» **Exercise prompt**:
Pictures in the entries below are excluded; copy only the lines from the one containing "ring mcp: (1213, 857)" to the one containing "index dip: (292, 342)", both included.

» **Data shown**:
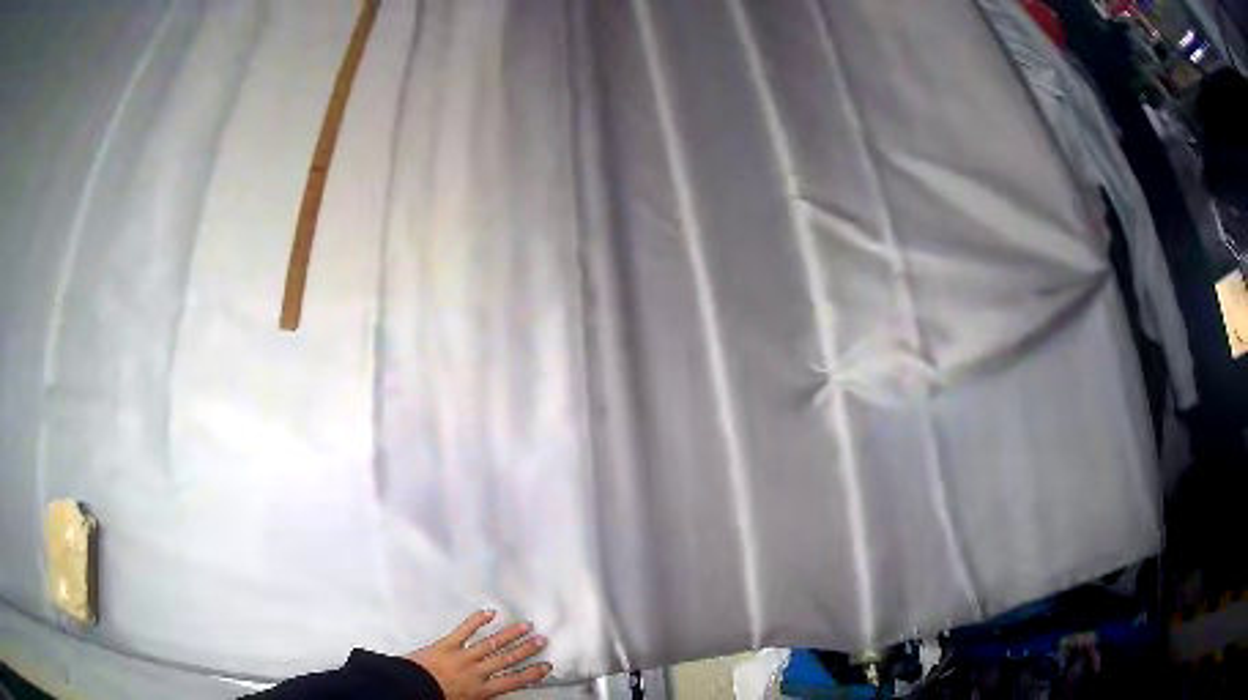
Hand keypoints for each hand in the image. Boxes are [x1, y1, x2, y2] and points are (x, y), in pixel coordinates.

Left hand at [407, 610, 551, 697]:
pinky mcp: (446, 644)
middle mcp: (476, 672)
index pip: (513, 681)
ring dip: (509, 634)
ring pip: (491, 644)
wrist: (410, 689)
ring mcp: (462, 656)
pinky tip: (490, 613)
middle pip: (506, 659)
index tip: (546, 666)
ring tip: (525, 625)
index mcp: (481, 690)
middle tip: (541, 639)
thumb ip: (482, 695)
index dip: (531, 673)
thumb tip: (496, 689)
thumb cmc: (436, 698)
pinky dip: (477, 620)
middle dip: (526, 649)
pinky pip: (464, 630)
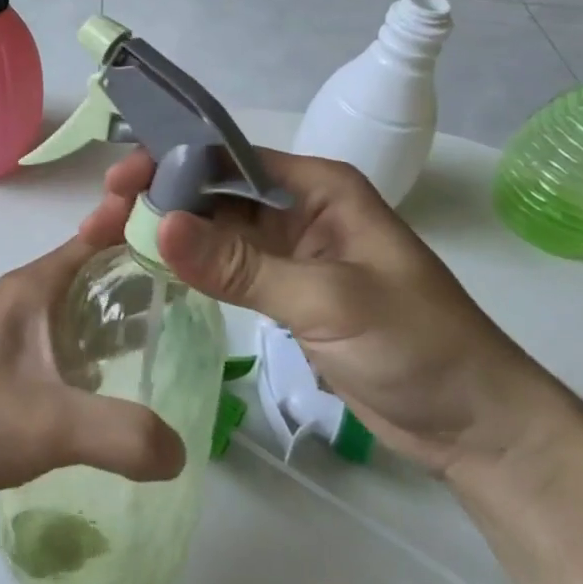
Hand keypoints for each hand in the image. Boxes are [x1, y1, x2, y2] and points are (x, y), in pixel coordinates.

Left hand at [0, 235, 186, 532]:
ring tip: (170, 341)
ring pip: (76, 314)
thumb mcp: (49, 425)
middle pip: (92, 274)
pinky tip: (118, 388)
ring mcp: (10, 338)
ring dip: (117, 320)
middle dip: (140, 278)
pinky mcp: (4, 373)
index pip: (95, 238)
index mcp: (30, 289)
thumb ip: (122, 433)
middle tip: (196, 297)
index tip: (189, 232)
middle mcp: (21, 303)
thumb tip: (181, 450)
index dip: (138, 227)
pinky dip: (94, 356)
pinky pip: (62, 351)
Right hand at [85, 149, 562, 477]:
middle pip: (215, 189)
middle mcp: (299, 207)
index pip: (229, 157)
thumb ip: (242, 265)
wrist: (478, 426)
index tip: (120, 183)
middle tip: (104, 218)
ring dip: (168, 230)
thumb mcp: (329, 300)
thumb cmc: (418, 346)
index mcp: (318, 187)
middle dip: (160, 197)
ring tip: (112, 239)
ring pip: (215, 226)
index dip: (171, 163)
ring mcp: (290, 249)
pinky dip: (190, 263)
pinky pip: (226, 263)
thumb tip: (161, 227)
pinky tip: (152, 266)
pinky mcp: (284, 288)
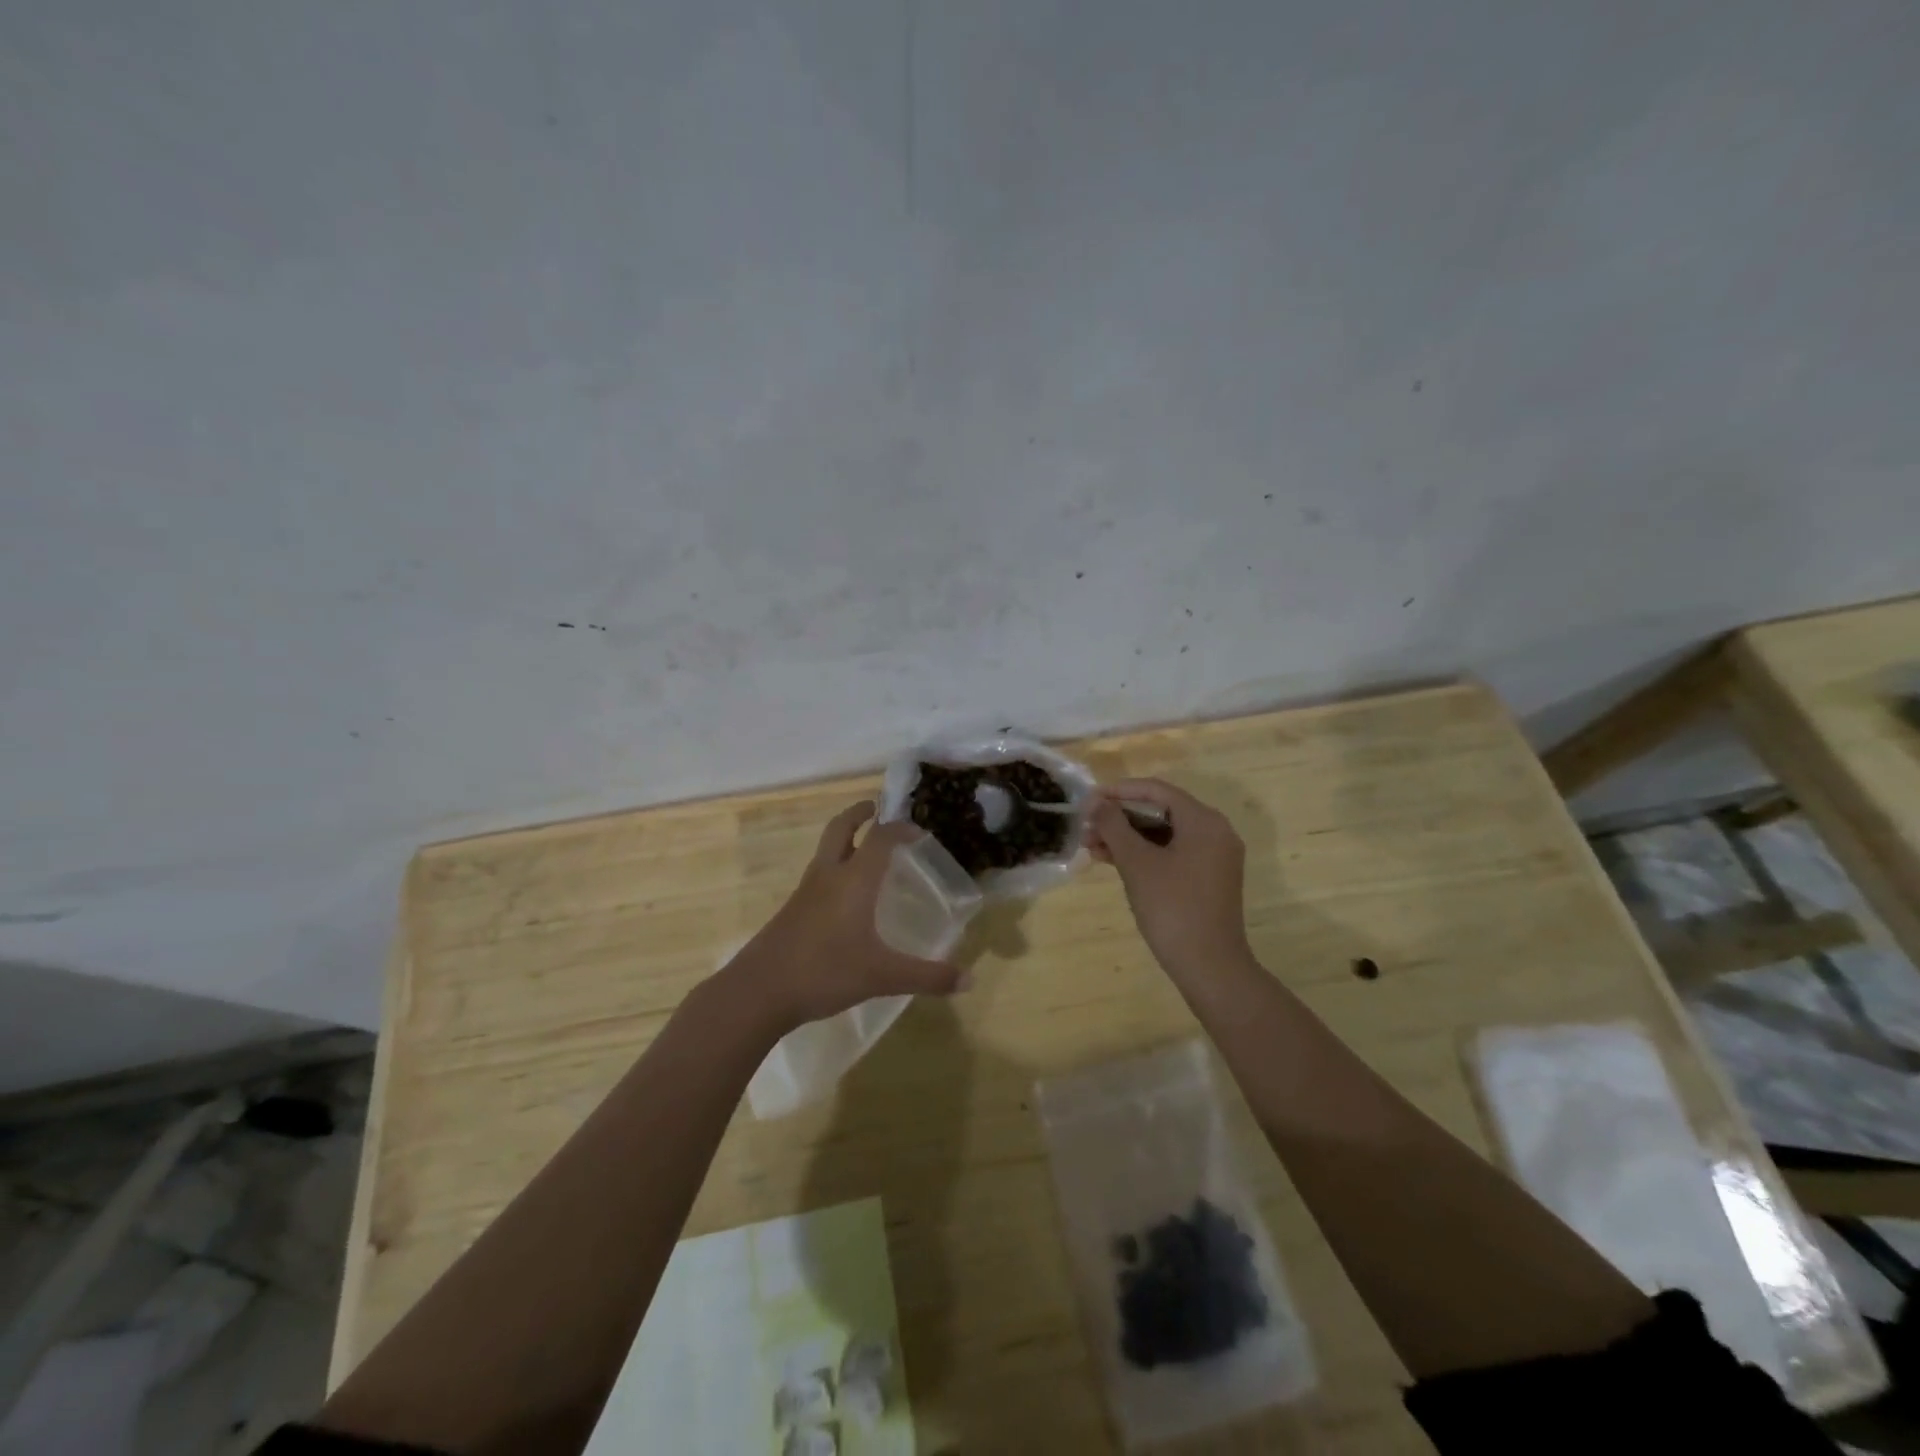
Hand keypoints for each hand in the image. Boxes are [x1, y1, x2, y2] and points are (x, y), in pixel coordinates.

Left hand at [732, 801, 965, 1031]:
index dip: (901, 828)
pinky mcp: (792, 909)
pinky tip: (844, 894)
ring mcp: (805, 891)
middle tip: (876, 809)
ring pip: (826, 849)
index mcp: (854, 880)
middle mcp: (829, 876)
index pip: (880, 837)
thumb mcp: (883, 977)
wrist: (759, 991)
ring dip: (845, 838)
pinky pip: (817, 874)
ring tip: (864, 848)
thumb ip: (927, 977)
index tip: (919, 831)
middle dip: (860, 814)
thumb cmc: (825, 972)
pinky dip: (834, 866)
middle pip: (841, 828)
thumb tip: (970, 980)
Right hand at [1087, 779, 1252, 978]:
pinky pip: (1171, 854)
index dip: (1119, 791)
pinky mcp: (1207, 879)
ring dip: (1127, 837)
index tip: (1089, 799)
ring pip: (1163, 834)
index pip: (1157, 790)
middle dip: (1120, 817)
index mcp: (1203, 821)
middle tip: (1086, 826)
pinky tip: (1112, 861)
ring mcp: (1213, 857)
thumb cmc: (1172, 907)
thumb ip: (1114, 826)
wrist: (1209, 966)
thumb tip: (1095, 802)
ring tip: (1091, 846)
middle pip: (1161, 811)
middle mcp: (1214, 832)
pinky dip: (1143, 854)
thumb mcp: (1136, 862)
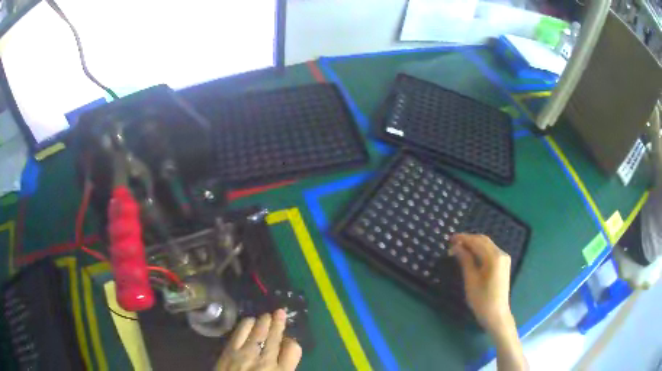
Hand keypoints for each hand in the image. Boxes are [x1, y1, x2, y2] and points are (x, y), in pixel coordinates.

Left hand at [215, 309, 301, 370]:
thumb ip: (284, 368)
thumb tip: (284, 354)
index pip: (293, 349)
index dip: (292, 342)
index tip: (288, 340)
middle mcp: (266, 361)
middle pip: (275, 337)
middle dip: (278, 323)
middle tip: (280, 312)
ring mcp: (246, 354)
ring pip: (259, 331)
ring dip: (264, 321)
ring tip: (266, 315)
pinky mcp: (229, 351)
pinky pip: (240, 332)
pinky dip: (246, 324)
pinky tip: (249, 321)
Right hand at [450, 234, 512, 333]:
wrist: (496, 314)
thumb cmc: (481, 299)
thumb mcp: (471, 280)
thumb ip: (465, 260)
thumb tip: (455, 247)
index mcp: (494, 257)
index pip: (477, 242)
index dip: (463, 238)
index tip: (449, 238)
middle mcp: (501, 254)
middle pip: (483, 240)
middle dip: (468, 239)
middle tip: (452, 243)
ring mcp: (504, 259)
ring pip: (487, 245)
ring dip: (473, 244)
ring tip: (459, 248)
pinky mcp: (503, 264)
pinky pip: (490, 251)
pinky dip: (479, 250)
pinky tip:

» **Result**:
ring mcp: (1213, 857)
thumb cmc: (1172, 907)
thumb ip: (1114, 826)
wrist: (1209, 966)
thumb tip: (1095, 802)
ring tip: (1091, 846)
middle pip: (1161, 811)
middle mcp: (1214, 832)
pinky dip: (1143, 854)
thumb mcp: (1136, 862)
Hand keypoints for each hand in the image. Boxes are [x1, y1, x2, y2] and points are (x, y), in pixel coordinates.

Left hand at [215, 309, 301, 370]:
thumb ip: (284, 368)
thumb tip: (284, 354)
index pip: (293, 349)
index dip: (292, 342)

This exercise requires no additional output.